-- What the task asks --
Tally the lines below that include "using" and give only the total.

-- Provided records --

::::::::

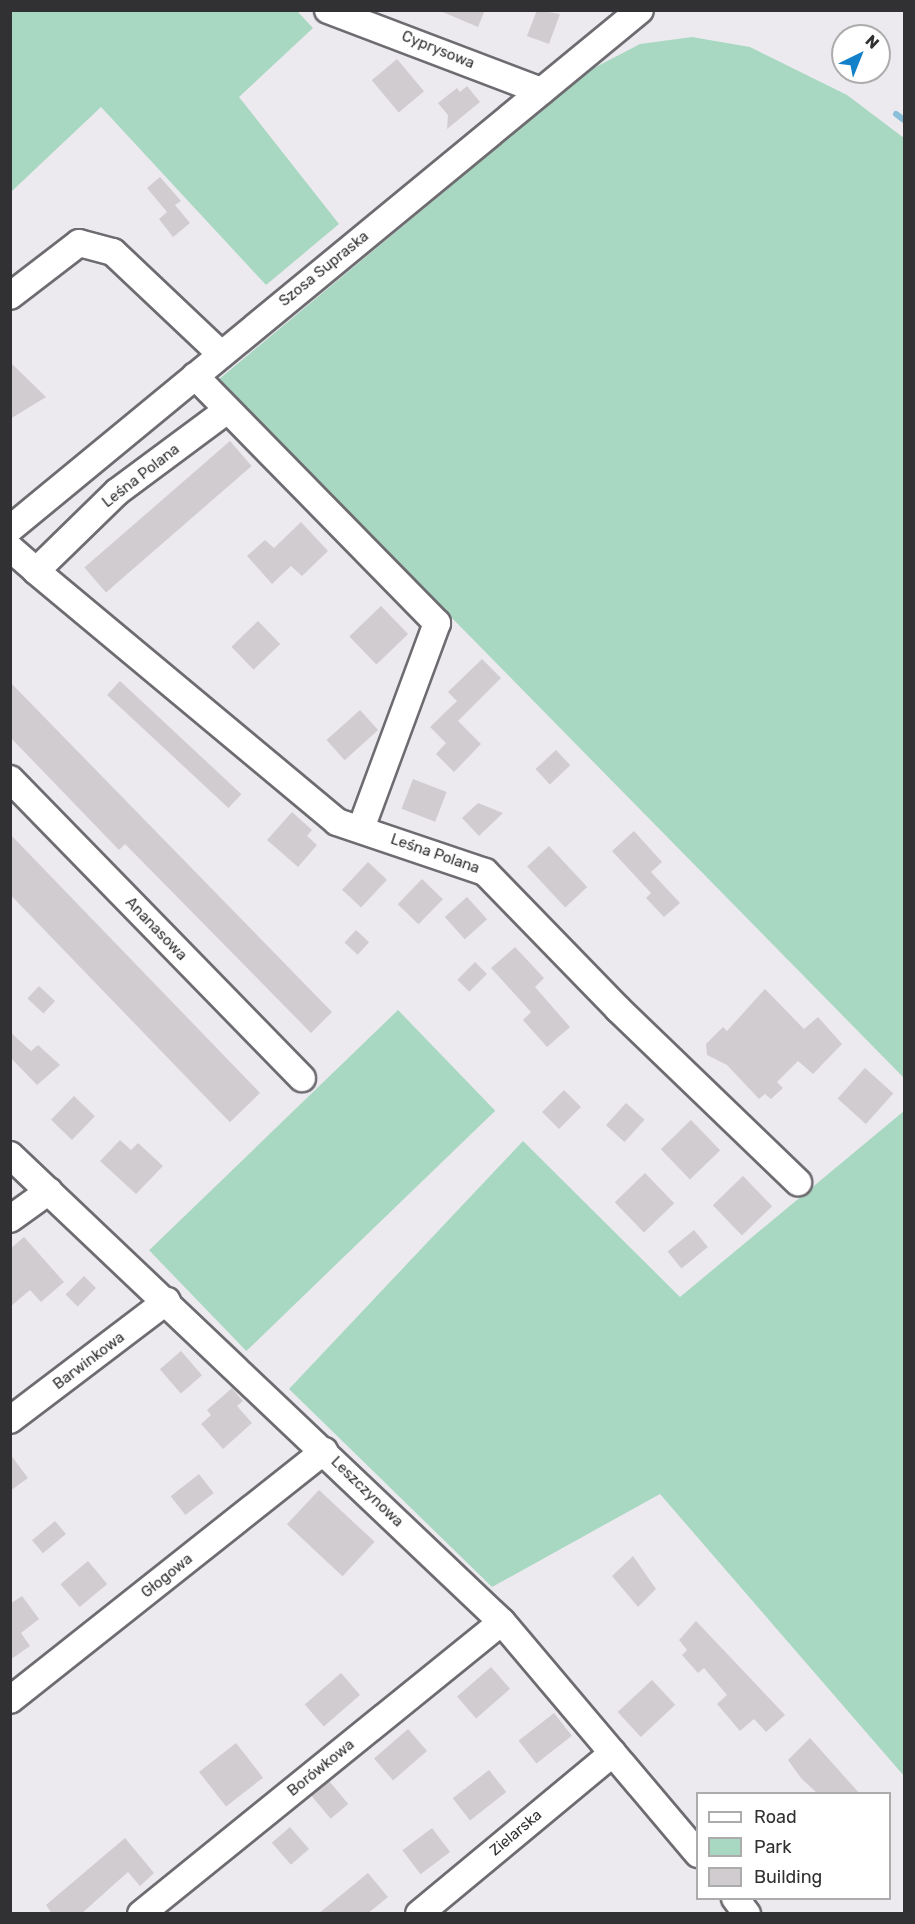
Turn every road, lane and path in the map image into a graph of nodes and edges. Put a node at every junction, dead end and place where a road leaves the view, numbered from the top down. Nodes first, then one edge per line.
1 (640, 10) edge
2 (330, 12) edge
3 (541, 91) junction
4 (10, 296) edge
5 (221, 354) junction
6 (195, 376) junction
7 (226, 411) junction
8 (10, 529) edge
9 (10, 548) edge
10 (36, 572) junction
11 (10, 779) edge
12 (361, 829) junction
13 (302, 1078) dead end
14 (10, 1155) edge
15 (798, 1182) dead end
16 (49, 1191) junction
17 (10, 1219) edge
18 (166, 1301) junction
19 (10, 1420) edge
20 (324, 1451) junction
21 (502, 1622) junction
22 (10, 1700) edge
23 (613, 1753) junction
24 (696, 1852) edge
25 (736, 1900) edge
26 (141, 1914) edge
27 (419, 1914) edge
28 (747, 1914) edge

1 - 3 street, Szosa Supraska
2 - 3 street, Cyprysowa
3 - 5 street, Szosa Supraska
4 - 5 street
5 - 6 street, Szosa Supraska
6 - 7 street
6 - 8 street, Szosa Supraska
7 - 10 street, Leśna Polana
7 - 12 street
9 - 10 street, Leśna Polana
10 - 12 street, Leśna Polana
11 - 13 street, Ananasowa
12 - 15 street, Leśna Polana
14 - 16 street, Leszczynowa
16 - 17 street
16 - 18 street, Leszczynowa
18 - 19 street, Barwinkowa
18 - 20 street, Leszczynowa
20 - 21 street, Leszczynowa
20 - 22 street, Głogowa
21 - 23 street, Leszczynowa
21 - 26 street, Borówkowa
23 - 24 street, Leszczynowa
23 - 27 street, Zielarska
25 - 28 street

::::::::

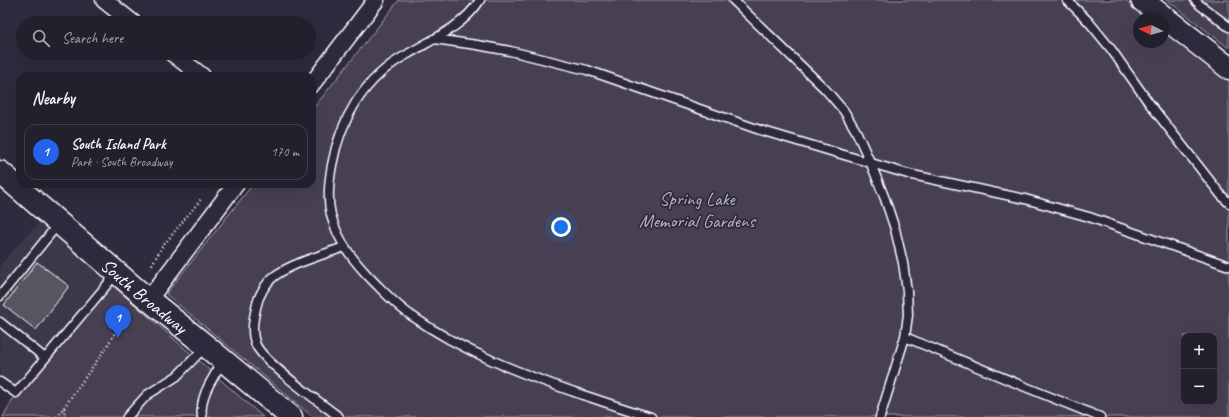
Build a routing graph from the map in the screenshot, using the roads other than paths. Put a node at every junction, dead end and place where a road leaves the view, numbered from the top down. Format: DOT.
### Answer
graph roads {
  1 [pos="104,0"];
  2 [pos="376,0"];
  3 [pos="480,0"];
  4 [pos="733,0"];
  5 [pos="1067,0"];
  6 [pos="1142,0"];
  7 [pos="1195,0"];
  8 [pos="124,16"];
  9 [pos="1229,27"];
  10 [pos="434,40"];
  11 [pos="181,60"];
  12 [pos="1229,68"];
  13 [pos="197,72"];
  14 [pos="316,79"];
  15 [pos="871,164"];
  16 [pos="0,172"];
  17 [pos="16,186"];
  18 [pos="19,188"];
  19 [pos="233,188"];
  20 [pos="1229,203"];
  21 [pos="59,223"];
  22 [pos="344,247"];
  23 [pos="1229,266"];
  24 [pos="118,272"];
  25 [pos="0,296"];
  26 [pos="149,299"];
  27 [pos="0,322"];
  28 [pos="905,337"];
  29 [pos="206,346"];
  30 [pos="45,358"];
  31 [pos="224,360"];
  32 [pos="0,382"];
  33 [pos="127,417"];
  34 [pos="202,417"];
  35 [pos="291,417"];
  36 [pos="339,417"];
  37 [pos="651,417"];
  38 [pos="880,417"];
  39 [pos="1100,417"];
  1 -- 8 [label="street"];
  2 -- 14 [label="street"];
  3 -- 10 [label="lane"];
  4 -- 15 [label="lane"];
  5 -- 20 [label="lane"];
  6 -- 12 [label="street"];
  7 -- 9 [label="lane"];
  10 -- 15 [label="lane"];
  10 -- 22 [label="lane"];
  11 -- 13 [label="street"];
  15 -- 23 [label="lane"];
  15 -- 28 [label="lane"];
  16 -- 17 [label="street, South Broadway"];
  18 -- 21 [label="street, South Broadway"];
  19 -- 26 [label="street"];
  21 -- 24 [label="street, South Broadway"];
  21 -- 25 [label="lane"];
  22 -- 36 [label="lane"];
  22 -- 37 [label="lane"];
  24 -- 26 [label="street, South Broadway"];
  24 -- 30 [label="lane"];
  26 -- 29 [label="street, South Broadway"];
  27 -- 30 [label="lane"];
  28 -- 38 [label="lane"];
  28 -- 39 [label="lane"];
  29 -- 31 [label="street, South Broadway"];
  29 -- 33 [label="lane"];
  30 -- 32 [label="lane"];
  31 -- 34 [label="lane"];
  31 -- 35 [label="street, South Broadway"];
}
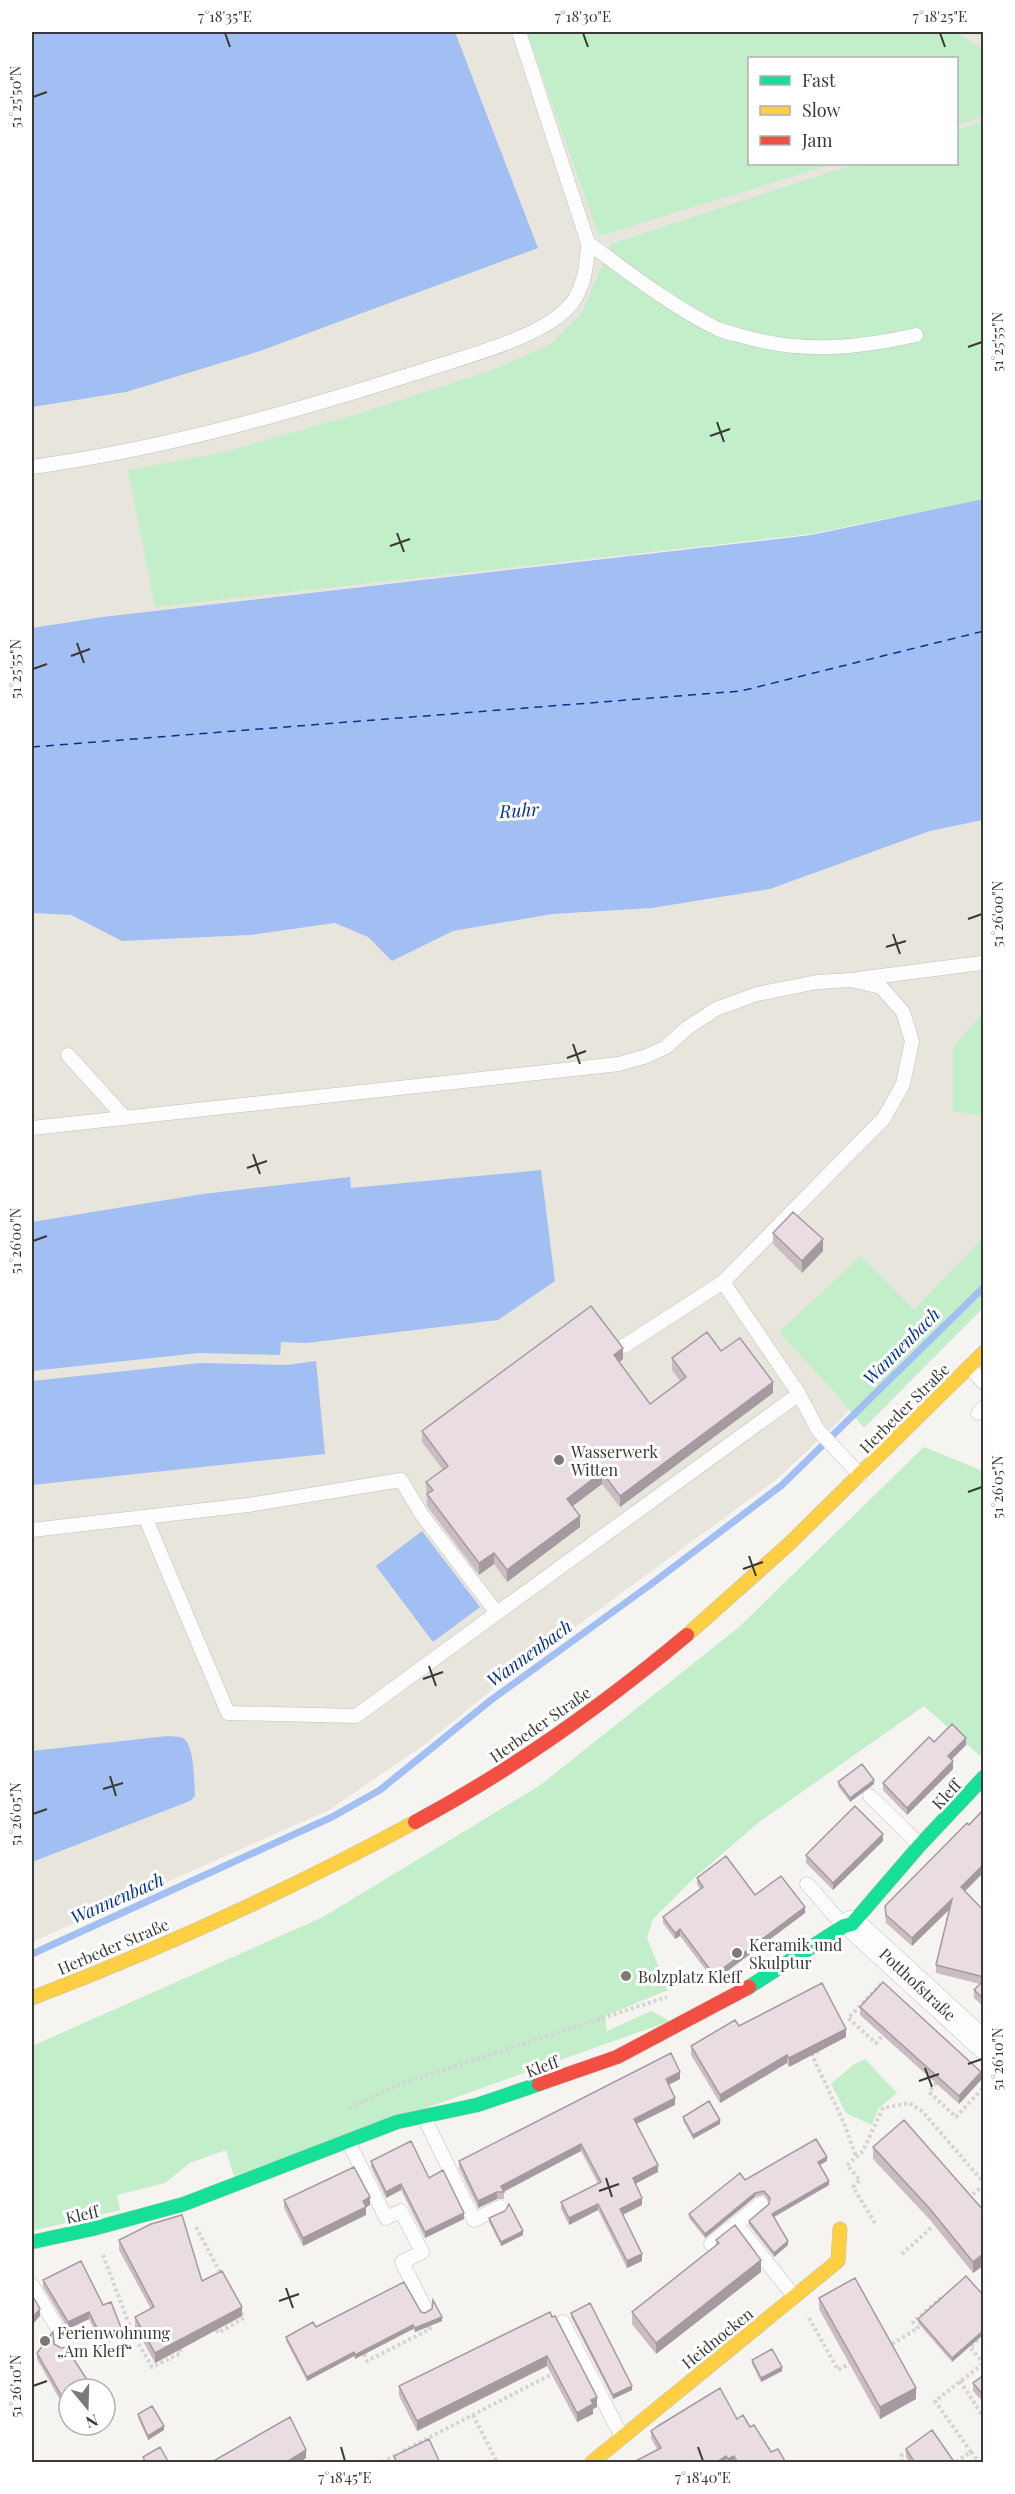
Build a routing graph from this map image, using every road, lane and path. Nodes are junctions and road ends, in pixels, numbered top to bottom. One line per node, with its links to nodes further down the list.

::::::::

-- Exercise solution --
2